- Exercise inputs -
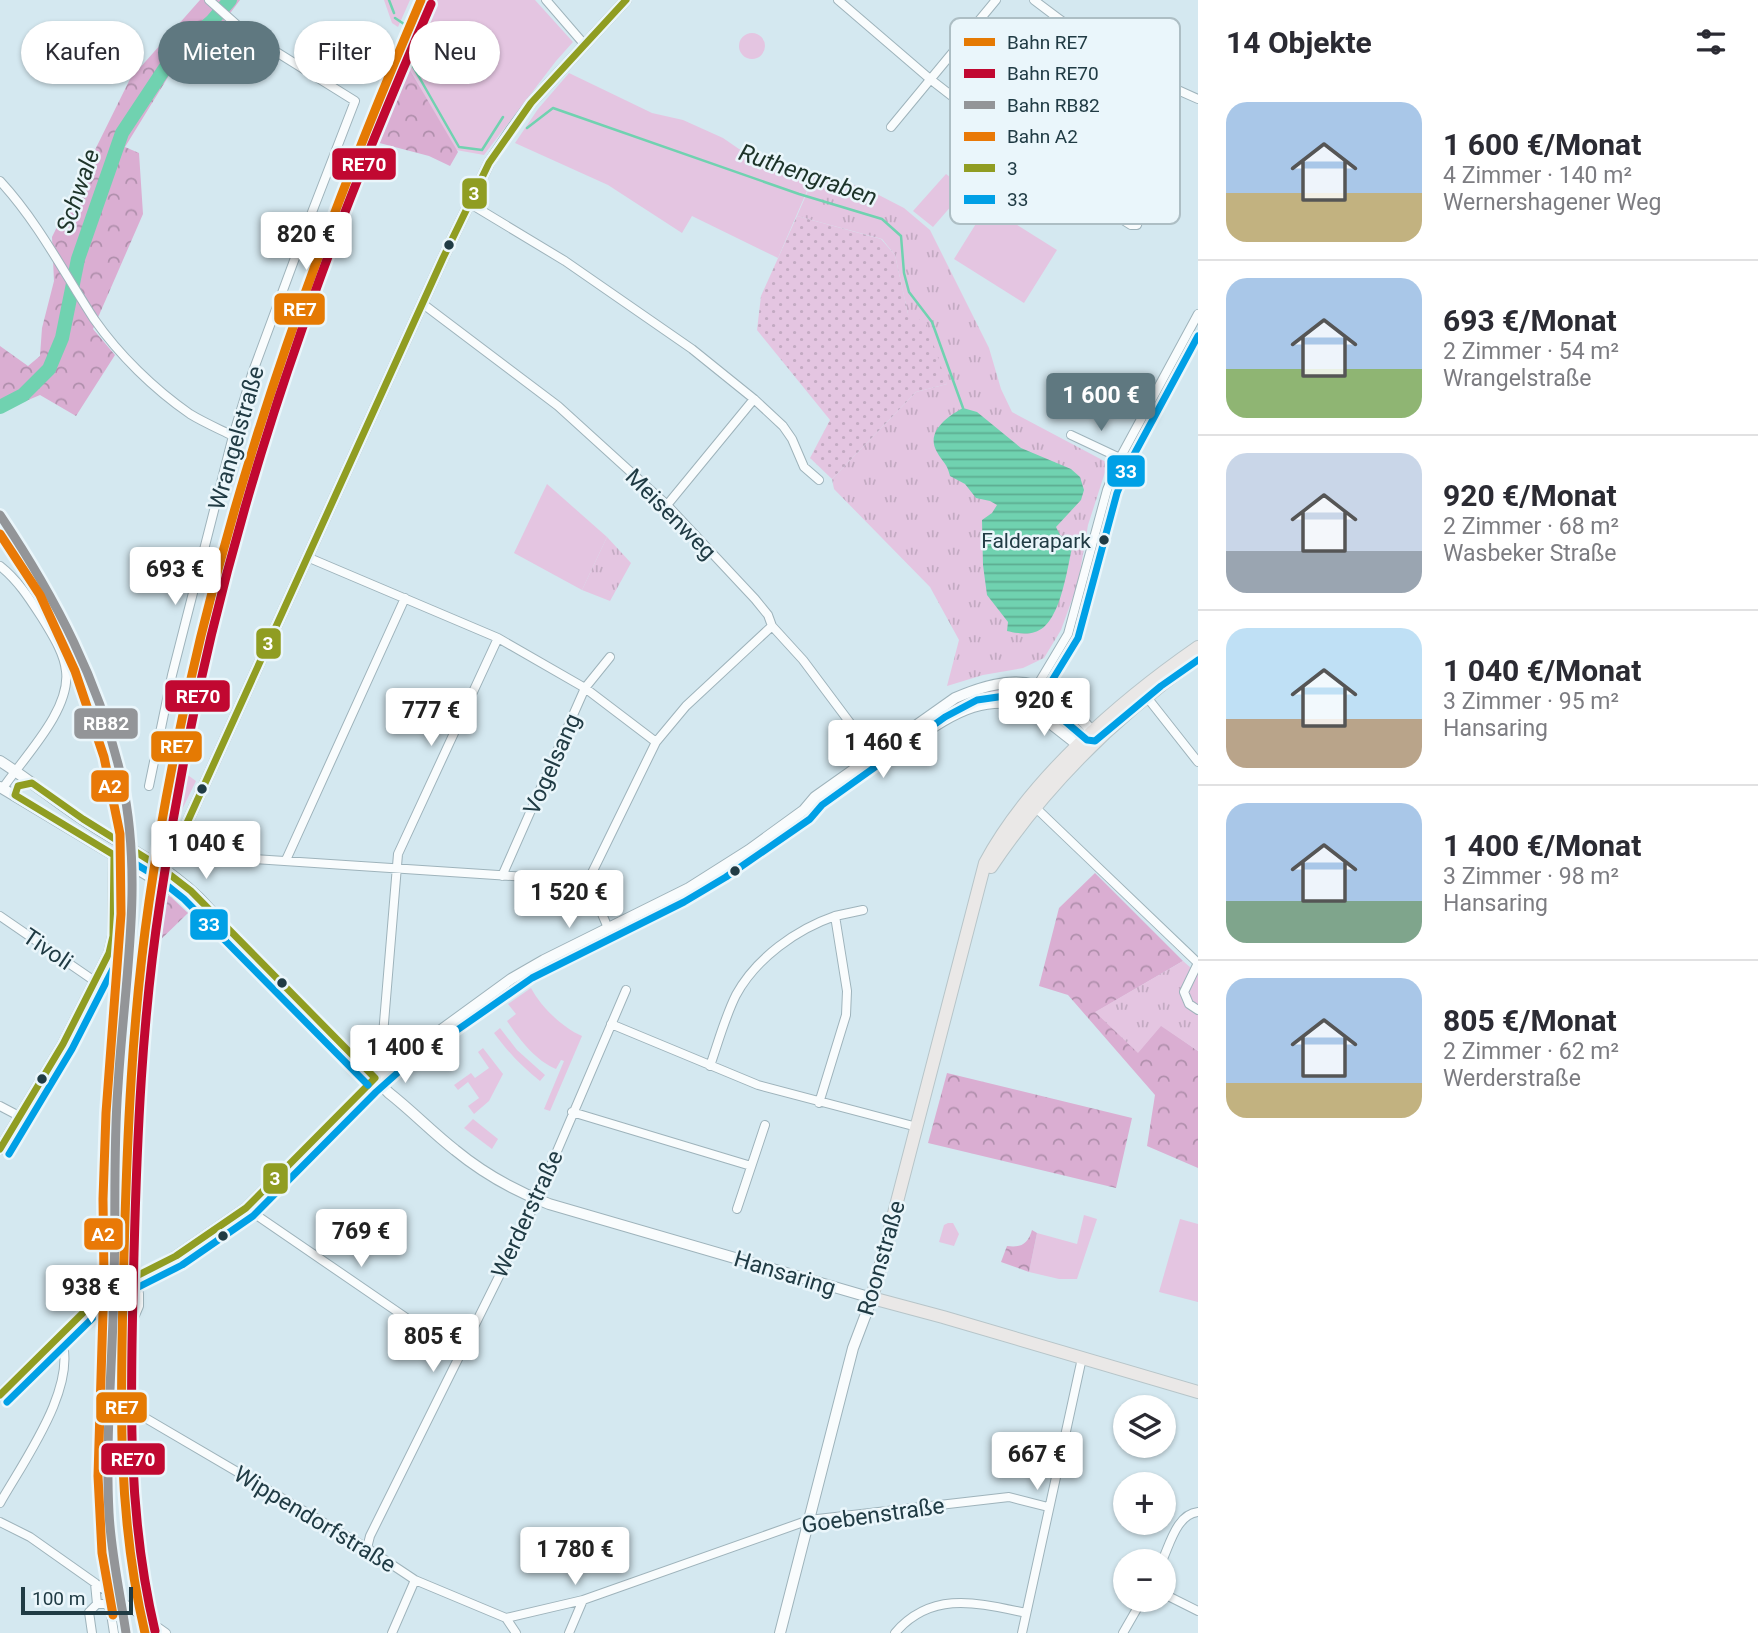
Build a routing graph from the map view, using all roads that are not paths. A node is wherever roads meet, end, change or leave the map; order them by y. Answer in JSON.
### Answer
{"nodes":[{"id":1,"x":546,"y":0,"type":"edge"},
{"id":2,"x":626,"y":0,"type":"edge"},
{"id":3,"x":838,"y":0,"type":"edge"},
{"id":4,"x":996,"y":0,"type":"edge"},
{"id":5,"x":1034,"y":0,"type":"edge"},
{"id":6,"x":211,"y":2,"type":"edge"},
{"id":7,"x":981,"y":18,"type":"edge"},
{"id":8,"x":1059,"y":18,"type":"edge"},
{"id":9,"x":584,"y":44,"type":"junction"},
{"id":10,"x":950,"y":55,"type":"edge"},
{"id":11,"x":930,"y":79,"type":"junction"},
{"id":12,"x":1180,"y":90,"type":"edge"},
{"id":13,"x":950,"y":95,"type":"edge"},
{"id":14,"x":1198,"y":99,"type":"edge"},
{"id":15,"x":891,"y":127,"type":"dead end"},
{"id":16,"x":0,"y":181,"type":"edge"},
{"id":17,"x":469,"y":203,"type":"junction"},
{"id":18,"x":423,"y":304,"type":"junction"},
{"id":19,"x":1198,"y":314,"type":"edge"},
{"id":20,"x":754,"y":399,"type":"junction"},
{"id":21,"x":1071,"y":435,"type":"dead end"},
{"id":22,"x":233,"y":436,"type":"junction"},
{"id":23,"x":1120,"y":458,"type":"junction"},
{"id":24,"x":820,"y":480,"type":"dead end"},
{"id":25,"x":667,"y":506,"type":"junction"},
{"id":26,"x":307,"y":556,"type":"junction"},
{"id":27,"x":0,"y":566,"type":"edge"},
{"id":28,"x":405,"y":598,"type":"junction"},
{"id":29,"x":772,"y":626,"type":"junction"},
{"id":30,"x":498,"y":638,"type":"junction"},
{"id":31,"x":1198,"y":647,"type":"edge"},
{"id":32,"x":610,"y":657,"type":"dead end"},
{"id":33,"x":1198,"y":658,"type":"edge"},
{"id":34,"x":1035,"y":685,"type":"junction"},
{"id":35,"x":586,"y":688,"type":"junction"},
{"id":36,"x":1144,"y":694,"type":"junction"},
{"id":37,"x":1025,"y":706,"type":"junction"},
{"id":38,"x":1089,"y":741,"type":"junction"},
{"id":39,"x":656,"y":742,"type":"junction"},
{"id":40,"x":877,"y":758,"type":"junction"},
{"id":41,"x":0,"y":761,"type":"edge"},
{"id":42,"x":1198,"y":762,"type":"edge"},
{"id":43,"x":15,"y":770,"type":"junction"},
{"id":44,"x":32,"y":783,"type":"junction"},
{"id":45,"x":149,"y":786,"type":"dead end"},
{"id":46,"x":2,"y":787,"type":"edge"},
{"id":47,"x":15,"y":795,"type":"junction"},
{"id":48,"x":1036,"y":808,"type":"junction"},
{"id":49,"x":114,"y":855,"type":"junction"},
{"id":50,"x":207,"y":856,"type":"dead end"},
{"id":51,"x":286,"y":860,"type":"junction"},
{"id":52,"x":163,"y":868,"type":"junction"},
{"id":53,"x":396,"y":868,"type":"junction"},
{"id":54,"x":502,"y":876,"type":"junction"},
{"id":55,"x":156,"y":880,"type":"junction"},
{"id":56,"x":588,"y":881,"type":"junction"},
{"id":57,"x":981,"y":882,"type":"junction"},
{"id":58,"x":863,"y":910,"type":"dead end"},
{"id":59,"x":0,"y":916,"type":"edge"},
{"id":60,"x":835,"y":916,"type":"junction"},
{"id":61,"x":220,"y":922,"type":"junction"},
{"id":62,"x":608,"y":928,"type":"junction"},
{"id":63,"x":1198,"y":963,"type":"edge"},
{"id":64,"x":96,"y":982,"type":"junction"},
{"id":65,"x":626,"y":990,"type":"dead end"},
{"id":66,"x":1198,"y":1010,"type":"edge"},
{"id":67,"x":611,"y":1024,"type":"junction"},
{"id":68,"x":710,"y":1066,"type":"junction"},
{"id":69,"x":376,"y":1078,"type":"junction"},
{"id":70,"x":819,"y":1103,"type":"junction"},
{"id":71,"x":0,"y":1106,"type":"edge"},
{"id":72,"x":572,"y":1112,"type":"junction"},
{"id":73,"x":19,"y":1116,"type":"junction"},
{"id":74,"x":765,"y":1125,"type":"dead end"},
{"id":75,"x":917,"y":1127,"type":"junction"},
{"id":76,"x":0,"y":1149,"type":"edge"},
{"id":77,"x":751,"y":1166,"type":"junction"},
{"id":78,"x":537,"y":1199,"type":"junction"},
{"id":79,"x":246,"y":1208,"type":"junction"},
{"id":80,"x":737,"y":1209,"type":"dead end"},
{"id":81,"x":136,"y":1278,"type":"junction"},
{"id":82,"x":872,"y":1298,"type":"junction"},
{"id":83,"x":60,"y":1336,"type":"junction"},
{"id":84,"x":459,"y":1354,"type":"junction"},
{"id":85,"x":1082,"y":1358,"type":"junction"},
{"id":86,"x":1198,"y":1392,"type":"edge"},
{"id":87,"x":0,"y":1395,"type":"edge"},
{"id":88,"x":130,"y":1409,"type":"junction"},
{"id":89,"x":0,"y":1503,"type":"edge"},
{"id":90,"x":1048,"y":1507,"type":"junction"},
{"id":91,"x":1198,"y":1512,"type":"edge"},
{"id":92,"x":809,"y":1520,"type":"junction"},
{"id":93,"x":0,"y":1522,"type":"edge"},
{"id":94,"x":367,"y":1548,"type":"junction"},
{"id":95,"x":1168,"y":1549,"type":"edge"},
{"id":96,"x":415,"y":1580,"type":"junction"},
{"id":97,"x":95,"y":1583,"type":"junction"},
{"id":98,"x":583,"y":1600,"type":"junction"},
{"id":99,"x":1176,"y":1600,"type":"edge"},
{"id":100,"x":97,"y":1604,"type":"junction"},
{"id":101,"x":1198,"y":1611,"type":"edge"},
{"id":102,"x":1135,"y":1612,"type":"edge"},
{"id":103,"x":1026,"y":1613,"type":"junction"},
{"id":104,"x":506,"y":1618,"type":"junction"},
{"id":105,"x":150,"y":1622,"type":"junction"},
{"id":106,"x":92,"y":1633,"type":"edge"},
{"id":107,"x":114,"y":1633,"type":"edge"},
{"id":108,"x":166,"y":1633,"type":"edge"},
{"id":109,"x":392,"y":1633,"type":"edge"},
{"id":110,"x":516,"y":1633,"type":"edge"},
{"id":111,"x":569,"y":1633,"type":"edge"},
{"id":112,"x":780,"y":1633,"type":"edge"},
{"id":113,"x":895,"y":1633,"type":"edge"},
{"id":114,"x":1022,"y":1633,"type":"edge"},
{"id":115,"x":1123,"y":1633,"type":"edge"}],
"edges":[{"from":1,"to":9,"type":"street"},
{"from":2,"to":9,"type":"street"},
{"from":3,"to":11,"type":"street"},
{"from":4,"to":7,"type":"street"},
{"from":5,"to":8,"type":"street"},
{"from":6,"to":22,"type":"street","name":"Wrangelstraße"},
{"from":9,"to":17,"type":"street"},
{"from":10,"to":11,"type":"street"},
{"from":11,"to":13,"type":"street"},
{"from":11,"to":15,"type":"street"},
{"from":12,"to":14,"type":"street"},
{"from":16,"to":22,"type":"street"},
{"from":17,"to":18,"type":"street"},
{"from":17,"to":20,"type":"street"},
{"from":18,"to":25,"type":"street","name":"Meisenweg"},
{"from":18,"to":26,"type":"street"},
{"from":19,"to":23,"type":"street"},
{"from":20,"to":24,"type":"street"},
{"from":20,"to":25,"type":"street"},
{"from":21,"to":23,"type":"street"},
{"from":22,"to":45,"type":"street","name":"Wrangelstraße"},
{"from":23,"to":34,"type":"street"},
{"from":25,"to":29,"type":"street","name":"Meisenweg"},
{"from":26,"to":28,"type":"street"},
{"from":26,"to":52,"type":"street"},
{"from":27,"to":43,"type":"street"},
{"from":28,"to":30,"type":"street"},
{"from":28,"to":51,"type":"street"},
{"from":29,"to":39,"type":"street"},
{"from":29,"to":40,"type":"street","name":"Meisenweg"},
{"from":30,"to":35,"type":"street"},
{"from":30,"to":53,"type":"street"},
{"from":31,"to":36,"type":"main road"},
{"from":32,"to":35,"type":"street","name":"Vogelsang"},
{"from":33,"to":36,"type":"main road"},
{"from":34,"to":37,"type":"street"},
{"from":34,"to":38,"type":"street"},
{"from":34,"to":40,"type":"street"},
{"from":35,"to":39,"type":"street"},
{"from":35,"to":54,"type":"street","name":"Vogelsang"},
{"from":36,"to":38,"type":"main road"},
{"from":36,"to":42,"type":"street"},
{"from":37,"to":38,"type":"street"},
{"from":37,"to":40,"type":"street"},
{"from":38,"to":48,"type":"main road","name":"Roonstraße"},
{"from":38,"to":57,"type":"main road","name":"Roonstraße"},
{"from":39,"to":56,"type":"street"},
{"from":40,"to":62,"type":"street"},
{"from":41,"to":43,"type":"street","name":"Hansaring"},
{"from":43,"to":44,"type":"street","name":"Hansaring"},
{"from":43,"to":46,"type":"street"},
{"from":44,"to":47,"type":"street"},
{"from":44,"to":52,"type":"street","name":"Hansaring"},
{"from":46,"to":47,"type":"street","name":"Hansaring"},
{"from":47,"to":49,"type":"street","name":"Hansaring"},
{"from":48,"to":57,"type":"main road","name":"Roonstraße"},
{"from":48,"to":63,"type":"street"},
{"from":49,"to":55,"type":"street","name":"Hansaring"},
{"from":49,"to":64,"type":"street"},
{"from":50,"to":51,"type":"street"},
{"from":51,"to":53,"type":"street"},
{"from":52,"to":55,"type":"street"},
{"from":52,"to":61,"type":"street","name":"Hansaring"},
{"from":53,"to":54,"type":"street"},
{"from":53,"to":69,"type":"street"},
{"from":54,"to":56,"type":"street"},
{"from":55,"to":61,"type":"street","name":"Hansaring"},
{"from":56,"to":62,"type":"street"},
{"from":57,"to":75,"type":"main road","name":"Roonstraße"},
{"from":58,"to":60,"type":"street"},
{"from":59,"to":64,"type":"street","name":"Tivoli"},
{"from":60,"to":68,"type":"street"},
{"from":60,"to":70,"type":"street"},
{"from":61,"to":69,"type":"street","name":"Hansaring"},
{"from":62,"to":69,"type":"street"},
{"from":63,"to":66,"type":"street"},
{"from":64,"to":73,"type":"street"},
{"from":65,"to":67,"type":"street","name":"Werderstraße"},
{"from":67,"to":68,"type":"street"},
{"from":67,"to":72,"type":"street","name":"Werderstraße"},
{"from":68,"to":70,"type":"street"},
{"from":69,"to":78,"type":"street","name":"Hansaring"},
{"from":69,"to":79,"type":"street"},
{"from":70,"to":75,"type":"street"},
{"from":71,"to":73,"type":"street"},
{"from":72,"to":77,"type":"street"},
{"from":72,"to":78,"type":"street","name":"Werderstraße"},
{"from":73,"to":76,"type":"street"},
{"from":74,"to":77,"type":"street"},
{"from":75,"to":82,"type":"main road","name":"Roonstraße"},
{"from":77,"to":80,"type":"street"},
{"from":78,"to":82,"type":"street","name":"Hansaring"},
{"from":78,"to":84,"type":"street","name":"Werderstraße"},
{"from":79,"to":81,"type":"street"},
{"from":79,"to":84,"type":"street"},
{"from":81,"to":83,"type":"street"},
{"from":81,"to":88,"type":"street"},
{"from":82,"to":85,"type":"main road","name":"Hansaring"},
{"from":82,"to":92,"type":"street","name":"Roonstraße"},
{"from":83,"to":87,"type":"street"},
{"from":83,"to":89,"type":"street"},
{"from":84,"to":94,"type":"street","name":"Werderstraße"},
{"from":85,"to":86,"type":"main road","name":"Hansaring"},
{"from":85,"to":90,"type":"street"},
{"from":88,"to":94,"type":"street","name":"Wippendorfstraße"},
{"from":88,"to":105,"type":"street"},
{"from":90,"to":92,"type":"street","name":"Goebenstraße"},
{"from":90,"to":103,"type":"street"},
{"from":91,"to":95,"type":"street"},
{"from":92,"to":98,"type":"street","name":"Goebenstraße"},
{"from":92,"to":112,"type":"street","name":"Roonstraße"},
{"from":93,"to":97,"type":"street"},
{"from":94,"to":96,"type":"street","name":"Wippendorfstraße"},
{"from":96,"to":104,"type":"street","name":"Wippendorfstraße"},
{"from":96,"to":109,"type":"street"},
{"from":97,"to":100,"type":"street"},
{"from":97,"to":105,"type":"street"},
{"from":98,"to":104,"type":"street","name":"Goebenstraße"},
{"from":98,"to":111,"type":"street"},
{"from":99,"to":101,"type":"street"},
{"from":100,"to":106,"type":"street"},
{"from":100,"to":107,"type":"street"},
{"from":102,"to":115,"type":"street"},
{"from":103,"to":113,"type":"street"},
{"from":103,"to":114,"type":"street"},
{"from":104,"to":110,"type":"street"},
{"from":105,"to":108,"type":"street"}]}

- Aim of the task -
Go through the records above and copy each line where "Goebenstraße" is found.

- Final answer -
{"from":90,"to":92,"type":"street","name":"Goebenstraße"},
{"from":92,"to":98,"type":"street","name":"Goebenstraße"},
{"from":98,"to":104,"type":"street","name":"Goebenstraße"},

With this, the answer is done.